→ EXERCISE
List every line below containing "подход".
*** Opening EXERCISE INPUT ***
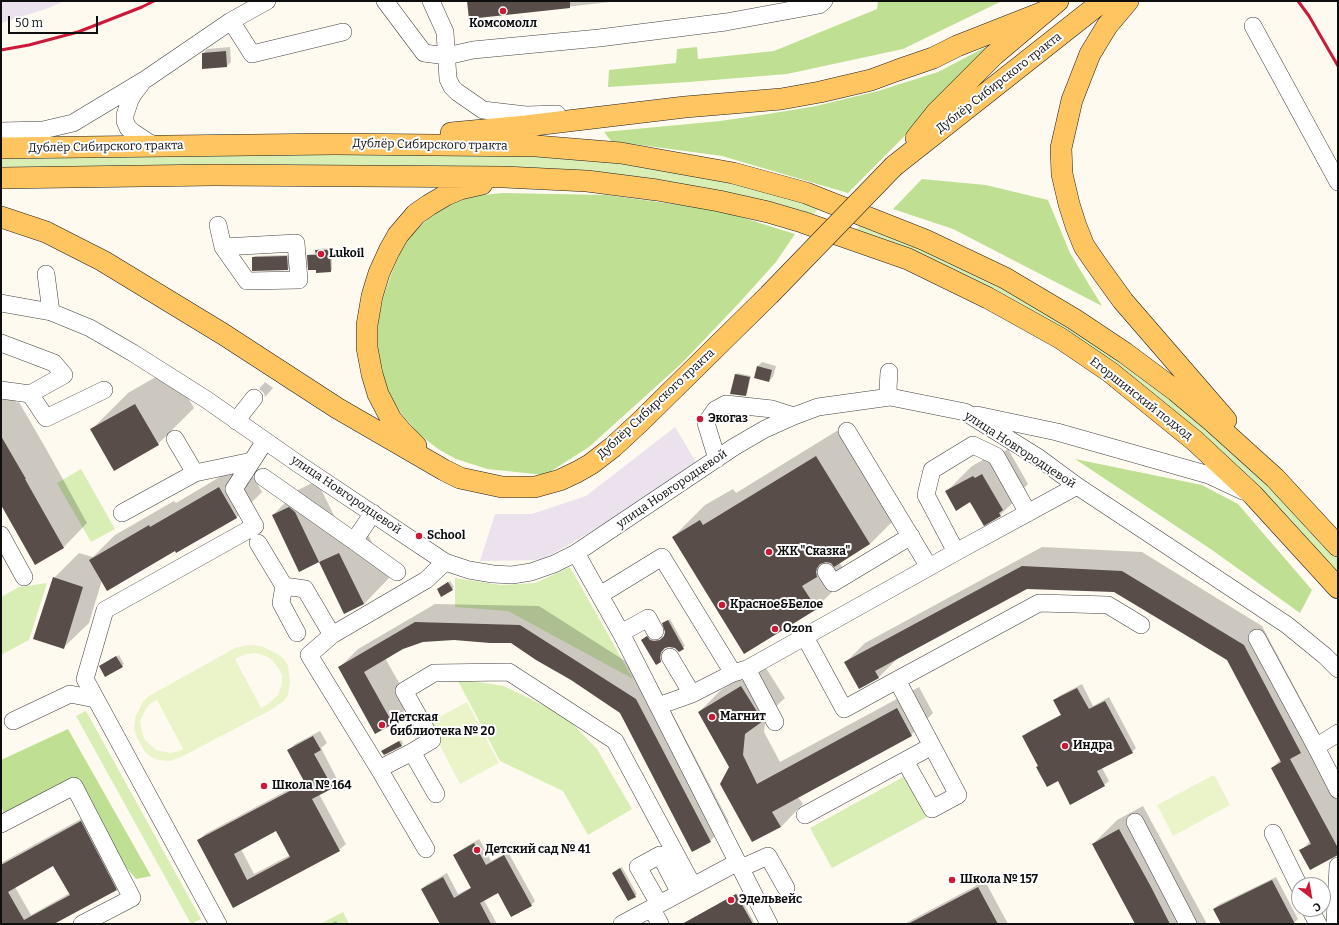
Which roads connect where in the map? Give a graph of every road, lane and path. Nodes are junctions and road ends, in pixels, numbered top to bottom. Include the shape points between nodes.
1 (266, 1) edge
2 (385, 1) edge
3 (431, 1) edge
4 (824, 1) edge
5 (1103, 1) edge
6 (1128, 1) edge
7 (1052, 6) edge
8 (231, 21) junction
9 (1253, 26) dead end
10 (343, 32) dead end
11 (447, 59) junction
12 (146, 79) junction
13 (685, 107) junction
14 (1, 131) edge
15 (335, 144) junction
16 (157, 146) junction
17 (1, 148) edge
18 (894, 166) junction
19 (1, 178) edge
20 (1338, 182) edge
21 (657, 190) junction
22 (1, 217) edge
23 (218, 225) dead end
24 (925, 240) joint
25 (223, 247) dead end
26 (908, 259) joint
27 (46, 274) dead end
28 (1, 303) edge
29 (51, 312) junction
30 (1, 343) edge
31 (889, 372) dead end
32 (1, 390) edge
33 (104, 390) dead end
34 (30, 394) junction
35 (890, 397) junction
36 (254, 398) dead end
37 (965, 412) junction
38 (794, 416) junction
39 (236, 421) junction
40 (847, 431) dead end
41 (1057, 432) junction
42 (175, 439) dead end
43 (265, 441) junction
44 (1039, 458) junction
45 (717, 459) junction
46 (252, 461) junction
47 (444, 470) junction
48 (194, 473) junction
49 (263, 477) dead end
50 (1275, 478) junction
51 (1077, 486) junction
52 (1253, 495) junction
53 (122, 513) dead end
54 (373, 513) junction
55 (1028, 513) junction
56 (1, 535) edge
57 (911, 536) junction
58 (354, 541) junction
59 (258, 543) dead end
60 (1338, 546) edge
61 (956, 552) junction
62 (576, 553) junction
63 (445, 562) junction
64 (929, 567) junction
65 (397, 572) dead end
66 (826, 572) dead end
67 (24, 577) dead end
68 (284, 586) junction
69 (1338, 588) edge
70 (600, 595) junction
71 (1141, 626) dead end
72 (648, 629) dead end
73 (297, 633) dead end
74 (621, 633) junction
75 (332, 635) junction
76 (805, 637) junction
77 (1257, 638) dead end
78 (666, 659) dead end
79 (1338, 669) edge
80 (740, 671) junction
81 (897, 680) junction
82 (692, 694) junction
83 (95, 699) junction
84 (658, 706) junction
85 (13, 722) dead end
86 (775, 722) dead end
87 (1338, 733) edge
88 (932, 746) junction
89 (1316, 747) junction
90 (412, 752) junction
91 (905, 761) junction
92 (379, 769) junction
93 (1338, 790) edge
94 (436, 794) dead end
95 (805, 815) dead end
96 (1135, 822) dead end
97 (1, 824) edge
98 (1273, 833) dead end
99 (426, 849) dead end
100 (739, 865) junction
101 (1338, 866) edge
102 (1295, 877) edge
103 (786, 888) dead end
104 (687, 890) junction
105 (656, 906) junction
106 (1335, 922) edge
107 (82, 924) edge
108 (218, 924) edge
109 (622, 924) edge
110 (660, 924) edge
111 (769, 924) edge
112 (1188, 924) edge

1 - 8 street
2 - 11 street via 424,53
3 - 11 street via 445,32
4 - 11 street via 819,5 726,22 473,50
5 - 18 main road, Дублёр Сибирского тракта
6 - 50 main road via 1090,54 1072,100 1061,148 1062,174 1069,204 1084,246 1123,301
7 - 13 main road, Дублёр Сибирского тракта via 933,58 872,80 781,99
7 - 18 main road, Дублёр Сибирского тракта via 994,55 941,108
8 - 10 street via 252,54
8 - 12 street
9 - 20 street
11 - 13 street via 448,79 452,87 483,110 497,113 566,114
12 - 14 street via 72,122 43,130
12 - 16 street via 134,93 128,105 125,121 128,128
13 - 15 main road, Дублёр Сибирского тракта via 526,126
15 - 16 main road, Дублёр Сибирского тракта
15 - 24 main road, Дублёр Сибирского тракта via 536,146 622,153 733,173 806,193
16 - 17 main road, Дублёр Сибирского тракта
18 - 47 main road, Дублёр Сибирского тракта, bridge via 769,295 613,448 577,472 535,487 502,487 460,478
19 - 21 main road, Дублёр Сибирского тракта via 214,175 504,177 587,181
21 - 26 main road, Дублёр Сибирского тракта via 768,212
21 - 47 main road, Дублёр Сибирского тракта via 486,184 473,186 453,192 429,205 416,214 398,235 379,273 372,296 367,326 367,348 372,374 378,394 391,419
22 - 47 main road, Дублёр Сибирского тракта via 46,232 103,261 337,408
23 - 25 street
24 - 50 main road, Егоршинский подход via 1005,278 1074,319 1176,391
26 - 52 main road, Егоршинский подход via 988,298 1060,338 1110,372 1195,441
27 - 29 street
28 - 29 street, улица Новгородцевой
29 - 39 street, улица Новгородцевой via 90,328 134,353
30 - 34 street via 54,363 64,375
31 - 35 street
32 - 34 street
33 - 34 street via 46,418
35 - 37 street, улица Новгородцевой
35 - 38 street, улица Новгородцевой via 818,407
36 - 39 street
37 - 41 street
37 - 44 street, улица Новгородцевой
38 - 45 street, улица Новгородцевой via 765,429
38 - 45 street via 772,409 726,404 715,410 706,423
39 - 43 street, улица Новгородцевой
40 - 57 street
41 - 44 street via 1042,434 1037,439
41 - 52 street via 1209,475
42 - 48 street
43 - 46 street
43 - 54 street, улица Новгородцевой
44 - 51 street, улица Новгородцевой
45 - 62 street, улица Новгородцевой
46 - 48 street
46 - 83 street via 234,489 255,526 105,610 85,679
48 - 53 street
49 - 58 street
50 - 60 main road
51 - 55 street
51 - 79 street, улица Новгородцевой via 1287,625
52 - 69 main road, Егоршинский подход
54 - 58 street
54 - 63 street, улица Новгородцевой
55 - 61 street
55 - 61 street via 996,456 973,445 932,470 926,495
56 - 67 street
57 - 64 street
57 - 66 street via 833,583
58 - 65 street
59 - 68 street
61 - 64 street
62 - 63 street, улица Новгородцевой via 531,572 512,575 469,570
62 - 70 street
63 - 75 street via 426,580
64 - 76 street
68 - 73 street via 281,604
68 - 75 street via 305,589
70 - 74 street
70 - 80 street via 662,557
71 - 81 street via 1108,605 1039,603
72 - 74 street
74 - 84 street
75 - 92 street via 310,655
76 - 80 street
76 - 81 street via 844,708
77 - 89 street
78 - 82 street via 679,672
80 - 82 street
80 - 86 street
81 - 88 street
82 - 84 street
83 - 85 street via 70,694
83 - 108 street
84 - 100 street
87 - 89 street
88 - 91 street
88 - 91 street via 958,795 932,809
89 - 93 street
90 - 92 street
90 - 94 street
90 - 104 street via 432,740 404,691 434,673 509,672 615,741
91 - 95 street
92 - 99 street
96 - 112 street
97 - 107 street via 74,786 132,898
98 - 102 street
100 - 103 street via 768,856
100 - 104 street
100 - 111 street
101 - 106 street
104 - 105 street
104 - 105 street via 660,855 638,867
105 - 109 street
105 - 110 street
*** Closing EXERCISE INPUT ***
→ FINISHED EXERCISE
24 - 50 main road, Егоршинский подход via 1005,278 1074,319 1176,391
26 - 52 main road, Егоршинский подход via 988,298 1060,338 1110,372 1195,441
52 - 69 main road, Егоршинский подход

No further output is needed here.